(Exercise brief): Copy out each line featuring the string "興農西路" from the entries beneath.

(Entries shown):
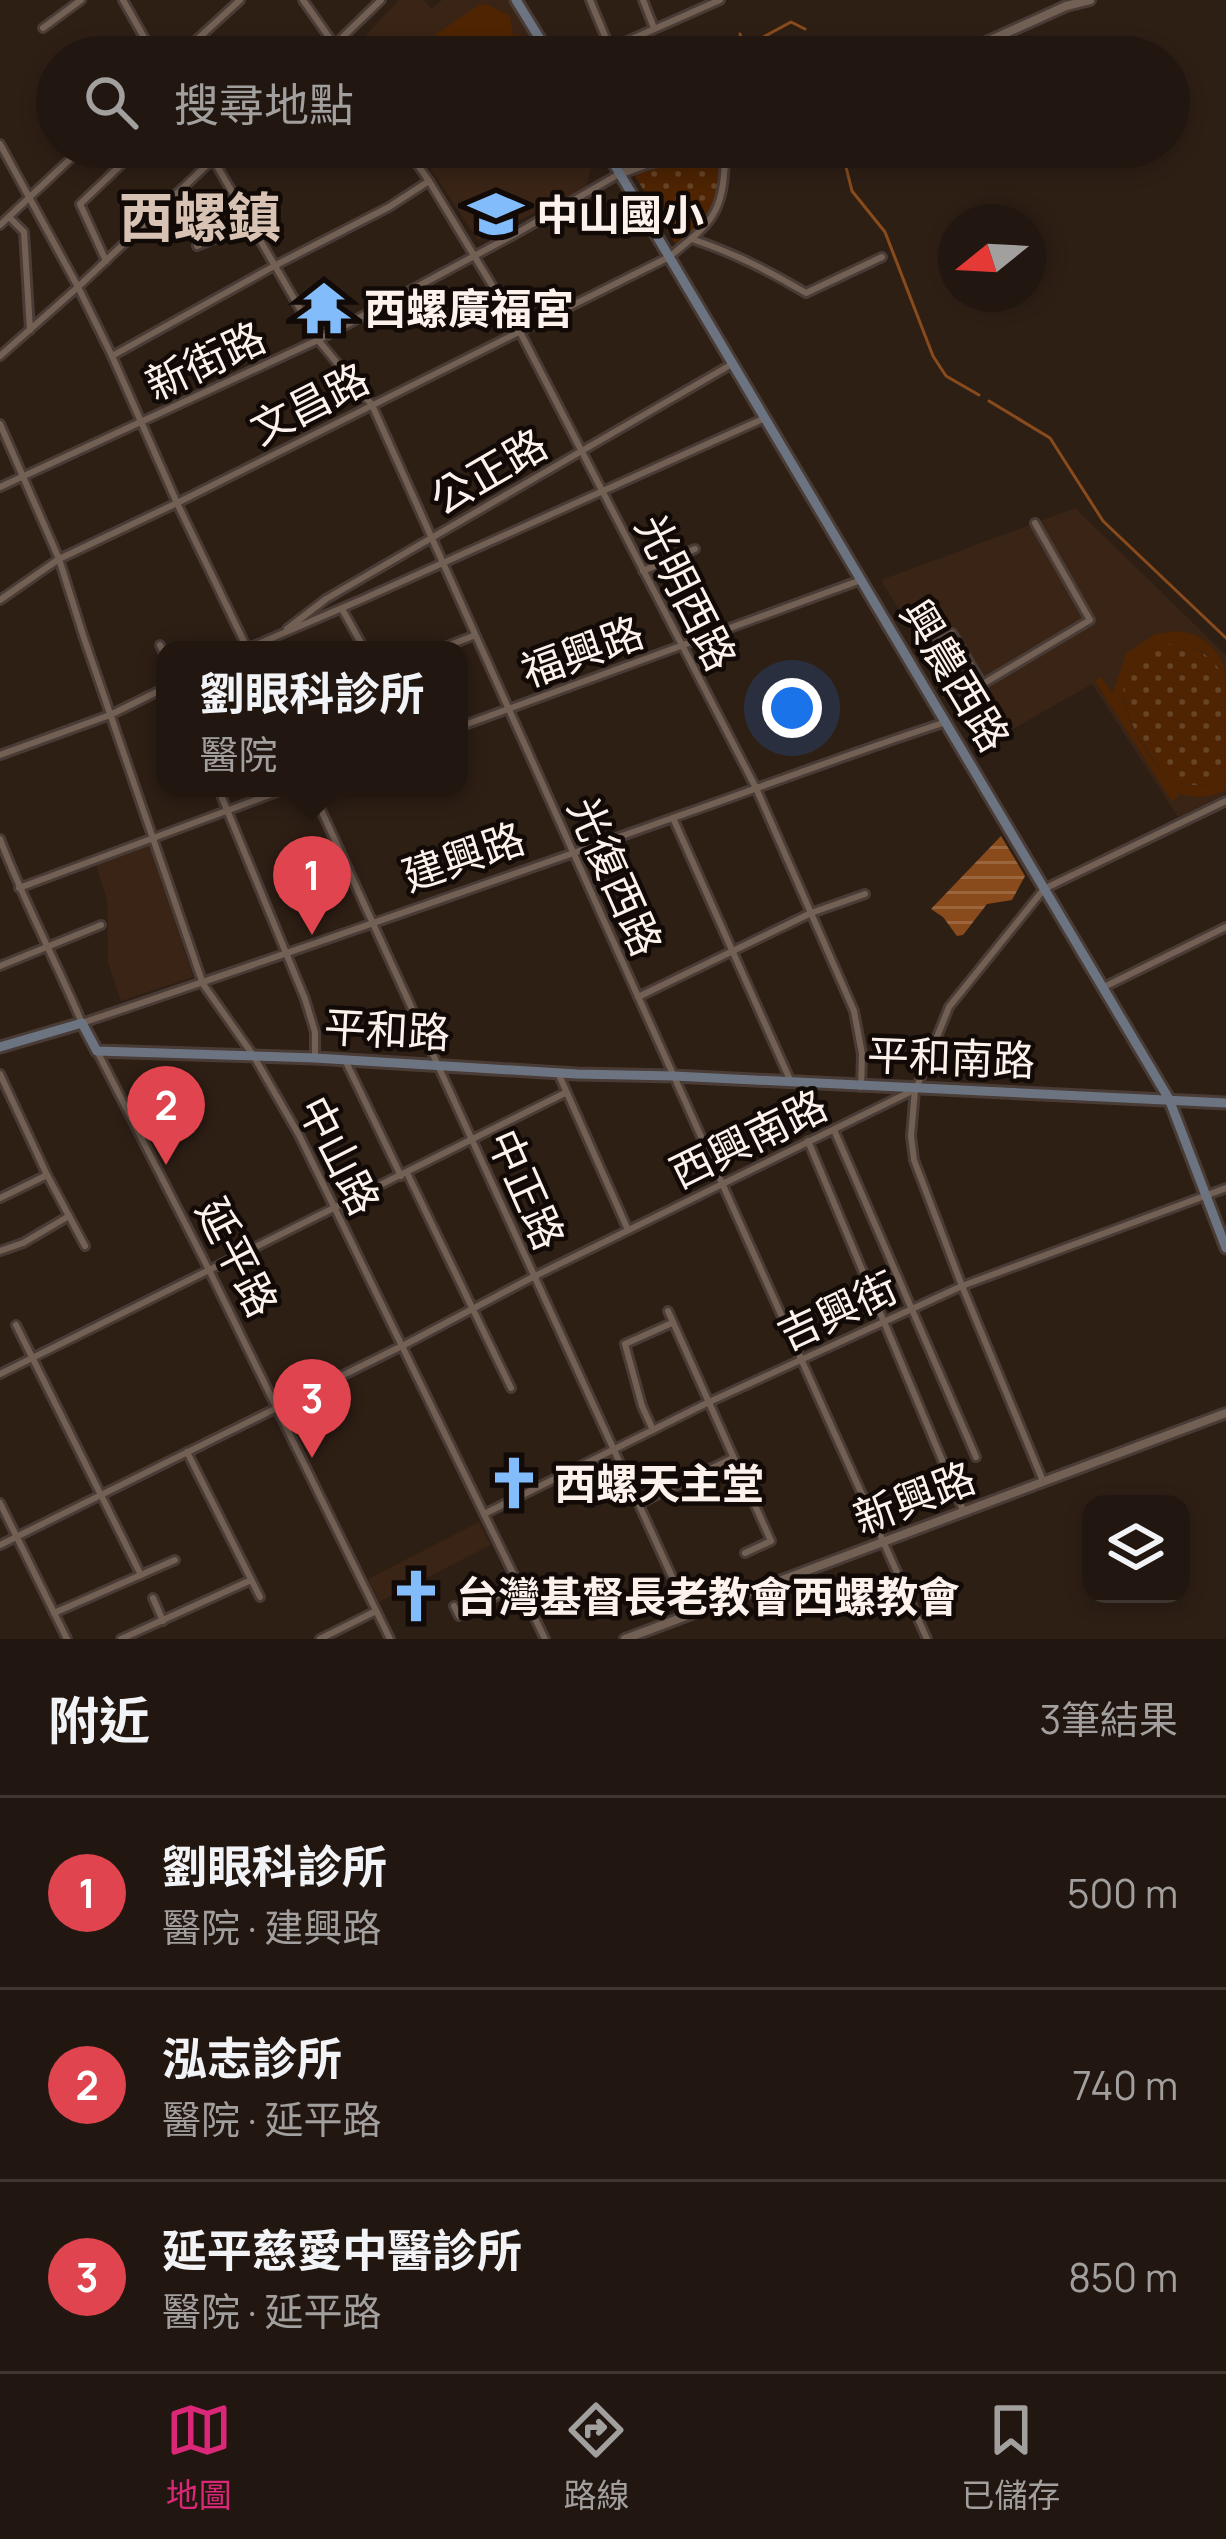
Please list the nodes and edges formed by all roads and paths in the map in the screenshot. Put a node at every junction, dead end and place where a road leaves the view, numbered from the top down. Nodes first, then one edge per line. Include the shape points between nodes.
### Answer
1 (81, 0) edge
2 (123, 0) edge
3 (240, 0) edge
4 (303, 0) edge
5 (381, 0) edge
6 (516, 0) edge
7 (590, 0) edge
8 (643, 0) edge
9 (720, 0) edge
10 (1090, 0) edge
11 (1065, 3) edge
12 (43, 28) dead end
13 (654, 28) junction
14 (143, 36) edge
15 (201, 36) edge
16 (329, 36) edge
17 (344, 36) edge
18 (538, 36) edge
19 (605, 36) edge
20 (636, 36) edge
21 (997, 36) edge
22 (0, 144) edge
23 (60, 168) edge
24 (119, 168) edge
25 (204, 168) edge
26 (218, 168) edge
27 (420, 168) edge
28 (616, 168) edge
29 (637, 168) edge
30 (725, 168) edge
31 (620, 175) junction
32 (429, 181) junction
33 (30, 197) junction
34 (9, 217) junction
35 (252, 224) junction
36 (0, 225) edge
37 (692, 239) junction
38 (197, 246) dead end
39 (670, 256) junction
40 (474, 257) junction
41 (882, 257) dead end
42 (106, 261) junction
43 (276, 266) junction
44 (78, 287) junction
45 (30, 330) junction
46 (519, 330) junction
47 (318, 340) junction
48 (0, 356) edge
49 (112, 356) junction
50 (732, 364) junction
51 (372, 405) junction
52 (764, 418) junction
53 (141, 423) junction
54 (0, 424) edge
55 (582, 450) junction
56 (23, 476) junction
57 (0, 488) edge
58 (601, 491) junction
59 (177, 503) junction
60 (1035, 523) dead end
61 (432, 539) junction
62 (694, 549) dead end
63 (59, 559) junction
64 (442, 563) junction
65 (643, 571) junction
66 (862, 580) junction
67 (0, 600) edge
68 (342, 609) junction
69 (279, 635) junction
70 (474, 636) junction
71 (242, 641) edge
72 (266, 641) edge
73 (360, 641) edge
74 (461, 641) edge
75 (935, 643) junction
76 (682, 646) junction
77 (923, 650) dead end
78 (982, 684) junction
79 (156, 692) edge
80 (508, 710) junction
81 (110, 715) junction
82 (946, 722) junction
83 (468, 725) edge
84 (0, 755) edge
85 (757, 788) junction
86 (221, 797) edge
87 (263, 797) edge
88 (315, 797) edge
89 (1226, 801) edge
90 (226, 810) junction
91 (673, 818) junction
92 (154, 838) junction
93 (0, 839) edge
94 (573, 853) junction
95 (19, 888) junction
96 (1044, 889) junction
97 (865, 894) dead end
98 (811, 913) junction
99 (372, 922) junction
100 (101, 925) dead end
101 (1226, 927) edge
102 (48, 945) junction
103 (733, 951) junction
104 (286, 956) junction
105 (0, 966) edge
106 (203, 984) junction
107 (1102, 988) junction
108 (638, 997) junction
109 (82, 1023) junction
110 (0, 1047) edge
111 (98, 1051) junction
112 (253, 1055) junction
113 (315, 1058) junction
114 (345, 1060) junction
115 (439, 1066) junction
116 (558, 1072) junction
117 (0, 1074) edge
118 (674, 1076) junction
119 (791, 1082) junction
120 (861, 1087) junction
121 (916, 1088) junction
122 (565, 1093) junction
123 (1169, 1099) junction
124 (1226, 1103) edge
125 (833, 1129) junction
126 (472, 1141) junction
127 (808, 1141) junction
128 (404, 1174) junction
129 (47, 1175) junction
130 (722, 1183) junction
131 (1226, 1188) edge
132 (1206, 1196) junction
133 (0, 1198) edge
134 (335, 1208) junction
135 (69, 1216) junction
136 (628, 1231) junction
137 (85, 1246) dead end
138 (1226, 1249) edge
139 (0, 1251) edge
140 (209, 1270) junction
141 (533, 1277) junction
142 (962, 1286) junction
143 (473, 1308) junction
144 (911, 1309) junction
145 (668, 1311) dead end
146 (882, 1322) junction
147 (671, 1323) junction
148 (16, 1325) dead end
149 (401, 1346) junction
150 (32, 1358) junction
151 (801, 1360) junction
152 (0, 1374) edge
153 (511, 1388) dead end
154 (707, 1403) junction
155 (276, 1408) junction
156 (1226, 1412) edge
157 (653, 1430) junction
158 (614, 1449) junction
159 (187, 1452) junction
160 (976, 1457) dead end
161 (733, 1458) junction
162 (1042, 1481) junction
163 (103, 1495) junction
164 (0, 1503) edge
165 (640, 1503) junction
166 (963, 1510) junction
167 (484, 1514) junction
168 (17, 1537) junction
169 (883, 1543) junction
170 (0, 1545) edge
171 (745, 1553) dead end
172 (175, 1560) dead end
173 (141, 1575) junction
174 (250, 1580) junction
175 (519, 1584) junction
176 (153, 1598) dead end
177 (260, 1598) dead end
178 (454, 1606) dead end
179 (376, 1611) junction
180 (54, 1613) junction
181 (689, 1614) junction
182 (163, 1621) junction
183 (325, 1638) edge
184 (67, 1639) edge
185 (121, 1639) edge
186 (390, 1639) edge
187 (545, 1639) edge
188 (625, 1639) edge
189 (926, 1639) edge

1 - 12 street
2 - 14 street
3 - 15 street
4 - 16 street
5 - 17 street
6 - 18 main road
7 - 19 street
8 - 13 street
9 - 13 street
10 - 11 street
11 - 21 street
13 - 20 street
22 - 33 street
23 - 33 street
24 - 42 street via 80,203
25 - 42 street
26 - 35 street, 光復西路
27 - 32 street, 光明西路
28 - 31 main road, 興農西路
29 - 31 street
30 - 37 street, 文昌路 via 724,194
31 - 39 main road, 興農西路
31 - 40 street, 新街路
32 - 40 street, 光明西路
32 - 43 street
33 - 34 street
33 - 44 street
34 - 36 street
34 - 45 street via 24,232
35 - 38 street
35 - 43 street, 光復西路
37 - 39 street, 文昌路
37 - 41 street via 806,293
39 - 46 street, 文昌路
39 - 50 main road, 興農西路
40 - 46 street, 光明西路
40 - 47 street, 新街路
42 - 44 street
43 - 47 street, 光復西路
43 - 49 street
44 - 45 street
44 - 49 street
45 - 48 street
46 - 51 street, 文昌路
46 - 55 street, 光明西路
47 - 51 street, 光復西路
47 - 53 street, 新街路
49 - 53 street
50 - 52 main road, 興農西路
50 - 55 street, 公正路
51 - 59 street, 文昌路
51 - 61 street, 光復西路
52 - 58 street, 公正路
52 - 66 main road, 興農西路
53 - 56 street, 新街路
53 - 59 street
54 - 56 street, 中山路
55 - 58 street, 光明西路
55 - 61 street, 公正路
56 - 57 street, 新街路
56 - 63 street, 中山路
58 - 64 street, 公正路
58 - 65 street, 光明西路
59 - 63 street, 文昌路
59 - 71 street
60 - 78 street via 1090,620
61 - 64 street, 光復西路
61 - 69 street, 公正路
62 - 65 street
63 - 67 street, 文昌路
63 - 81 street, 中山路
64 - 68 street, 公正路
64 - 70 street, 光復西路
65 - 76 street, 光明西路
66 - 76 street, 福興路
66 - 82 main road, 興農西路
68 - 69 street, 公正路
68 - 73 street
69 - 72 street, 公正路
70 - 74 street
70 - 80 street, 光復西路
75 - 77 street
75 - 78 street via 967,694
75 - 78 street via 952,633
76 - 80 street, 福興路
76 - 85 street, 光明西路
79 - 81 street
80 - 83 street, 福興路
80 - 94 street, 光復西路
81 - 84 street
81 - 92 street, 中山路
82 - 85 street, 建興路
82 - 96 main road, 興農西路
85 - 91 street, 建興路
85 - 98 street, 光明西路
86 - 90 street
87 - 90 street
88 - 99 street, 中正路
89 - 96 street
90 - 92 street
90 - 104 street
91 - 94 street, 建興路
91 - 103 street
92 - 95 street
92 - 106 street, 中山路
93 - 95 street, 延平路
94 - 99 street, 建興路
94 - 108 street, 光復西路
95 - 102 street, 延平路
96 - 107 main road, 興農西路
96 - 121 street via 949,1007
97 - 98 street
98 - 103 street
98 - 120 street, 光明西路 via 854,1011
99 - 104 street, 建興路
99 - 115 street, 中正路
100 - 102 street
101 - 107 street
102 - 105 street
102 - 109 street, 延平路
103 - 108 street
103 - 119 street
104 - 106 street, 建興路
104 - 113 street via 315,1032
106 - 109 street, 建興路
106 - 112 street, 中山路
107 - 123 main road, 興農西路
108 - 118 street, 光復西路
109 - 110 main road, 建興路
109 - 111 main road, 延平路
111 - 112 main road, 平和路
111 - 140 street, 延平路
112 - 113 main road, 平和路
112 - 134 street, 中山路
113 - 114 main road, 平和路
114 - 115 main road, 平和路
114 - 128 street
115 - 116 main road, 平和路
115 - 126 street, 中正路
116 - 118 main road, 平和路
116 - 122 street
117 - 129 street
118 - 119 main road, 平和南路
118 - 130 street, 光復西路
119 - 120 main road, 平和南路
120 - 121 main road, 平和南路
121 - 123 main road, 平和南路
121 - 125 street, 西興南路
121 - 142 street via 914,1160
122 - 126 street
122 - 136 street
123 - 124 main road, 平和南路
123 - 132 main road, 興農西路
125 - 127 street, 西興南路
125 - 144 street
126 - 128 street
126 - 141 street, 中正路
127 - 130 street, 西興南路
127 - 146 street
128 - 134 street
128 - 143 street
129 - 133 street
129 - 135 street
130 - 136 street, 西興南路
130 - 151 street, 光復西路
131 - 132 street, 吉興街
132 - 138 main road, 興農西路
132 - 142 street, 吉興街
134 - 140 street
134 - 149 street, 中山路
135 - 137 street
135 - 139 street
136 - 141 street, 西興南路
140 - 150 street
140 - 155 street, 延平路
141 - 143 street, 西興南路
141 - 158 street, 中正路
142 - 144 street, 吉興街
142 - 162 street
143 - 149 street, 西興南路
143 - 153 street
144 - 146 street, 吉興街
144 - 160 street
145 - 147 street
146 - 151 street, 吉興街
146 - 166 street
147 - 154 street
147 - 157 street via 625,1344
148 - 150 street
149 - 155 street, 西興南路
149 - 167 street, 中山路
150 - 152 street
150 - 163 street
151 - 154 street, 吉興街
151 - 169 street, 光復西路
154 - 157 street, 吉興街
154 - 161 street
155 - 159 street, 西興南路
155 - 179 street, 延平路
156 - 162 street, 新興路
157 - 158 street, 吉興街
158 - 165 street, 中正路
158 - 167 street, 吉興街
159 - 163 street, 西興南路
159 - 174 street
161 - 165 street
161 - 171 street via 771,1541
162 - 166 street, 新興路
163 - 168 street, 西興南路
163 - 173 street
164 - 168 street
165 - 181 street, 中正路
166 - 169 street, 新興路
167 - 175 street, 中山路
168 - 170 street, 西興南路
168 - 180 street
169 - 181 street, 新興路
169 - 189 street, 光復西路
172 - 173 street
173 - 180 street
174 - 177 street
174 - 182 street
175 - 178 street via 459,1616
175 - 187 street, 中山路
176 - 182 street
179 - 183 street
179 - 186 street, 延平路
180 - 184 street
181 - 188 street, 新興路
182 - 185 street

(Response area):
28 - 31 main road, 興農西路
31 - 39 main road, 興農西路
39 - 50 main road, 興農西路
50 - 52 main road, 興農西路
52 - 66 main road, 興農西路
66 - 82 main road, 興農西路
82 - 96 main road, 興農西路
96 - 107 main road, 興農西路
107 - 123 main road, 興農西路
123 - 132 main road, 興農西路
132 - 138 main road, 興農西路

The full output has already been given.